Readers of this blog may remember that Sam, Theo and I published a paper at ARITH 2022 that demonstrated that e-graphs can be used to discover hardware that is equivalent in functionality, but better in power, performance, and area. E-graphs are built by repeatedly using rewrite rules of the form \ell \to r, e.g. \texttt{x + x} \to \texttt{2*x}. But our original ARITH paper wasn’t able to consider special cases. What we really need for that is some kind of conditional rewrite rules, e.g. x \geq 0 \Rightarrow \texttt{abs(x)} \to \texttt{x}, where I am using math script to denote the value of a variable and teletype script to denote an expression.

So we set out to answer:

  1. how can we deal with conditional rewrites in our e-graphs?
  2. how can we evaluate whether a condition is true in a certain context?
  3. how can we make use of this to discover and optimise special cases in numerical hardware?

Based on an initial suggestion from Pavel Panchekha, Sam developed an approach to conditionality by imagining augmenting the domain in which we’re working with an additional element, let’s call it *. Now let’s imagine introducing a new operator \texttt{assume} that takes two expressions, the second of which is interpreted as a Boolean. Let’s give \texttt{assume} the following semantics: \llbracket \texttt{assume(x,c)} \rrbracket = \llbracket \texttt{x} \rrbracket \text{ if } \llbracket c \rrbracket \text{ , and } * \text{, otherwise}. In this way we can ‘lift’ equivalences in a subdomain to equivalences across the whole domain, and use e-graphs without modification to reason about these equivalences. Taking the absolute value example from previously, we can write this equivalence as \texttt{assume( abs(x), x >= 0 )} \to \texttt{assume( x, x >= 0 )}. These \texttt{assume} function symbols then appear directly within the e-graph data structure. Note that the assume on the right-hand side here is important: we need both sides of the rewrite to evaluate to the same value for all possible values of x, and they do: for negative values they both evaluate to * and for non-negative values they both evaluate to x.

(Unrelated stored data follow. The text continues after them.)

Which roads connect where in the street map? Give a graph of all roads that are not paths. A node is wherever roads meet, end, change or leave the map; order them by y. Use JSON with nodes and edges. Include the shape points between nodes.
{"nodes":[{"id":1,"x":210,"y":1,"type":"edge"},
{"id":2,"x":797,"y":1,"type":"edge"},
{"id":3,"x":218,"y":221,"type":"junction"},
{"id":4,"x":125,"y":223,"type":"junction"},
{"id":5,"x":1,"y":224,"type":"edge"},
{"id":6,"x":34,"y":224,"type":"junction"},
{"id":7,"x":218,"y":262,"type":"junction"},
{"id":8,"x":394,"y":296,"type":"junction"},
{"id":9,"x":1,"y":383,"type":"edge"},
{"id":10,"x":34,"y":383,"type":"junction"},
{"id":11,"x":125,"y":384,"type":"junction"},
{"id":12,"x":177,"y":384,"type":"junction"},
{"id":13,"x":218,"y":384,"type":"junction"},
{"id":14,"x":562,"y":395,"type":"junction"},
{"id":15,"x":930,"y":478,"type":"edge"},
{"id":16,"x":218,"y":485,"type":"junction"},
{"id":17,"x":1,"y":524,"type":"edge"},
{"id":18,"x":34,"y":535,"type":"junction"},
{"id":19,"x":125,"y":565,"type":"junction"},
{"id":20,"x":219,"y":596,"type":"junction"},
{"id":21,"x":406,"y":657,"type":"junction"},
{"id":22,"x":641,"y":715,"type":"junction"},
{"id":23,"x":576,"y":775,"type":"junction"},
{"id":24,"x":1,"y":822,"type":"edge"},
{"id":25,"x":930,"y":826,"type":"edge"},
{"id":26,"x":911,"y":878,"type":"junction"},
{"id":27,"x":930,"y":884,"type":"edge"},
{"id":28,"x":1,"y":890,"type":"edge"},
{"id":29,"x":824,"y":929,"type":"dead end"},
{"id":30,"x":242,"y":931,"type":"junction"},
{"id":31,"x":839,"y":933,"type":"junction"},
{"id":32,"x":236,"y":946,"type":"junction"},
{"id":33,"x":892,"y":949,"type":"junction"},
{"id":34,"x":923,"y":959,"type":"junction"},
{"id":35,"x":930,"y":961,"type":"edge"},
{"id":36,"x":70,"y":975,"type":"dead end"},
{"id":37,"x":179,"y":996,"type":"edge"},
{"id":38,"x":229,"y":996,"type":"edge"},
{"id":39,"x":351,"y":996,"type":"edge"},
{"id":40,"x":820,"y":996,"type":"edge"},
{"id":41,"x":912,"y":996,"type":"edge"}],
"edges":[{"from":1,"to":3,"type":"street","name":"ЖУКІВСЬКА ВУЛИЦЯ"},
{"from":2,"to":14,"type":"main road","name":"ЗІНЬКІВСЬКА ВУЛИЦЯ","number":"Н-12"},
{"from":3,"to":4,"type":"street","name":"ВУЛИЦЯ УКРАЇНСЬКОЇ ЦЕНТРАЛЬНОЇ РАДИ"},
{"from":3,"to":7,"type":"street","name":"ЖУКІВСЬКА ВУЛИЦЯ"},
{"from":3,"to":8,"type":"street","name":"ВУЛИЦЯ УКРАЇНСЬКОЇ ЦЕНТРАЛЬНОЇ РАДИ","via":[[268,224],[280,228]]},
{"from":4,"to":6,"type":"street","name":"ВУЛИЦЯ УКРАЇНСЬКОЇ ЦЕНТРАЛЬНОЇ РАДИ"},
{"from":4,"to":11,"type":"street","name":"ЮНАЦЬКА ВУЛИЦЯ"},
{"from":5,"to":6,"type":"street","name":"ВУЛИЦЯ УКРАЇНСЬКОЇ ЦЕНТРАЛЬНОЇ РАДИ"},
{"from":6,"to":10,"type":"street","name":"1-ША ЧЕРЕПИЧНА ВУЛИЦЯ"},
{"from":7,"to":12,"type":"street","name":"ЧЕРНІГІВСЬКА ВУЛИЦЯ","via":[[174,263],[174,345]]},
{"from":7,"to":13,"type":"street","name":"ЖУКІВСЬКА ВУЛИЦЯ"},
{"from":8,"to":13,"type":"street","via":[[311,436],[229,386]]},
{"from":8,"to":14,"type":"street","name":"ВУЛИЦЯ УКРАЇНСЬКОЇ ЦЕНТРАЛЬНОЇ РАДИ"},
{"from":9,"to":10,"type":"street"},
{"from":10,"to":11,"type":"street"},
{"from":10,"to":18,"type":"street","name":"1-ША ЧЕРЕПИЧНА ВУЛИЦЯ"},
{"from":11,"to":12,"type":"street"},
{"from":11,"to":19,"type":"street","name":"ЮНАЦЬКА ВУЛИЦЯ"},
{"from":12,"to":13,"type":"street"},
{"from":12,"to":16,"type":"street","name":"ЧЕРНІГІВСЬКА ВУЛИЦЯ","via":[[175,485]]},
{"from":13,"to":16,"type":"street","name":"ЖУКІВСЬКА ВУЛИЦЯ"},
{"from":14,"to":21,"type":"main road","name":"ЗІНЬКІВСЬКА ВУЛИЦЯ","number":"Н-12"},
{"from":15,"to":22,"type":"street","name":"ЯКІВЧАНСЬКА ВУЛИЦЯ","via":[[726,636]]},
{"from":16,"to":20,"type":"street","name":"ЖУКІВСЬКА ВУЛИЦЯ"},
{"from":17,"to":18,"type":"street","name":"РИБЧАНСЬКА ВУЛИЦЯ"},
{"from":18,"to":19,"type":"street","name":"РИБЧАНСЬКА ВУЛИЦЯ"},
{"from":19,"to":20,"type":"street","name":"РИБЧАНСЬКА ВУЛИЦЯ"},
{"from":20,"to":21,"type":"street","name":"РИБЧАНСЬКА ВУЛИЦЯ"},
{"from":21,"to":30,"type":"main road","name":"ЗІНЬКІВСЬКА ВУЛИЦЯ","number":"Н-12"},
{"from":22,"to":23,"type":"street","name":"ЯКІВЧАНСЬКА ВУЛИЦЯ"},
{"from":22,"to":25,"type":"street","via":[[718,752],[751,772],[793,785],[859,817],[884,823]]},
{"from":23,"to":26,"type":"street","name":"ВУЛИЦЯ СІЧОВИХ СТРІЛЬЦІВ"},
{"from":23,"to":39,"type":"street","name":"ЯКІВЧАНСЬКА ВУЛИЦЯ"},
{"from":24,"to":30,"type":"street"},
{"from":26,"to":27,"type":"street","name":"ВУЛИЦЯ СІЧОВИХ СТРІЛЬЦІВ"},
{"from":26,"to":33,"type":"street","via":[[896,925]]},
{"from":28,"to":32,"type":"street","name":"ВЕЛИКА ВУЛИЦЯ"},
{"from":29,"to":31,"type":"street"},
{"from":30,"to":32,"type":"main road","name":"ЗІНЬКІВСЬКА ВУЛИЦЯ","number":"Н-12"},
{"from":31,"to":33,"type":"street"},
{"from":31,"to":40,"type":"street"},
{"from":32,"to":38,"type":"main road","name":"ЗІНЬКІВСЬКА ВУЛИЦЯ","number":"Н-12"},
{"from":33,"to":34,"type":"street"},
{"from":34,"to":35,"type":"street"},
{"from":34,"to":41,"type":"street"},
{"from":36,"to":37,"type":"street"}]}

So how do we actually evaluate whether a condition is true in a given context? This is essentially a program analysis question. Here we make use of a variation of classical interval arithmetic. However, traditionally interval arithmetic has been a fairly weak program analysis method. As an example, if we know that x \in [-1,1], then a classical evaluation of x - x would give me [-2,2], due to the loss of information about the correlation between the left and right-hand sides of the subtraction operator. Once again, our e-graph setting comes to the rescue! Taking this example, a rewrite \mathtt{x - x} \to \mathtt{0} would likely fire, resulting in zero residing in the same e-class as \mathtt{x - x}. Since the interval associated with \mathtt{0} is [0,0], the same interval will automatically be associated with \mathtt{x - x} by our software, leading to a much more precise analysis.

This interaction between rewrites and conditions goes even further: a more precise analysis leads to the possibility to fire more conditional rewrite rules, as more conditions will be known to hold; firing more rewrite rules results in an even more precise analysis. The two techniques reinforce each other in a virtuous cycle:

A virtuous cycles: greater precision leads to more rewrites leads to greater precision.

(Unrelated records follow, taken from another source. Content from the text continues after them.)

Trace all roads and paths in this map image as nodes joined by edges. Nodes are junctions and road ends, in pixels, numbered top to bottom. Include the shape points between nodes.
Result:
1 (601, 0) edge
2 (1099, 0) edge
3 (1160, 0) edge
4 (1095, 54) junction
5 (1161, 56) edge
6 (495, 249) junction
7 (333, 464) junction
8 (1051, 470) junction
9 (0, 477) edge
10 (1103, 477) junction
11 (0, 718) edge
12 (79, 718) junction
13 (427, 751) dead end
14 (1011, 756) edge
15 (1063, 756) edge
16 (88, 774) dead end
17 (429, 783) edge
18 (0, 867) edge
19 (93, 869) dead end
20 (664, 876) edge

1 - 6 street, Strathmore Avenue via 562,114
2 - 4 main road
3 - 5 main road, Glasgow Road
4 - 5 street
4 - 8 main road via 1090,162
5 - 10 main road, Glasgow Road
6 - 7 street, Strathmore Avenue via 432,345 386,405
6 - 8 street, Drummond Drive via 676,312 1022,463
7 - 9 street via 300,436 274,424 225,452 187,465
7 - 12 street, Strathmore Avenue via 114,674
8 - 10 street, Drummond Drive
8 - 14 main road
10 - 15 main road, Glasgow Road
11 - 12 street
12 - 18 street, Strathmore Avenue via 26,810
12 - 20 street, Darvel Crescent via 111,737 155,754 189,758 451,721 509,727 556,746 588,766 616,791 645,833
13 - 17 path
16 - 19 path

Our technique is able to discover, and generate RTL for, near/far-path floating-point adders from a naive RTL implementation (left transformed to right, below), resulting in a 33% performance advantage for the hardware.

Left: A naive floating-point subtractor. Right: The subtractor produced by our software.

I’m really excited by what Sam’s been able to achieve, as I really think that this kind of approach has the potential to lead to huge leaps forward in electronic design automation for word-level designs.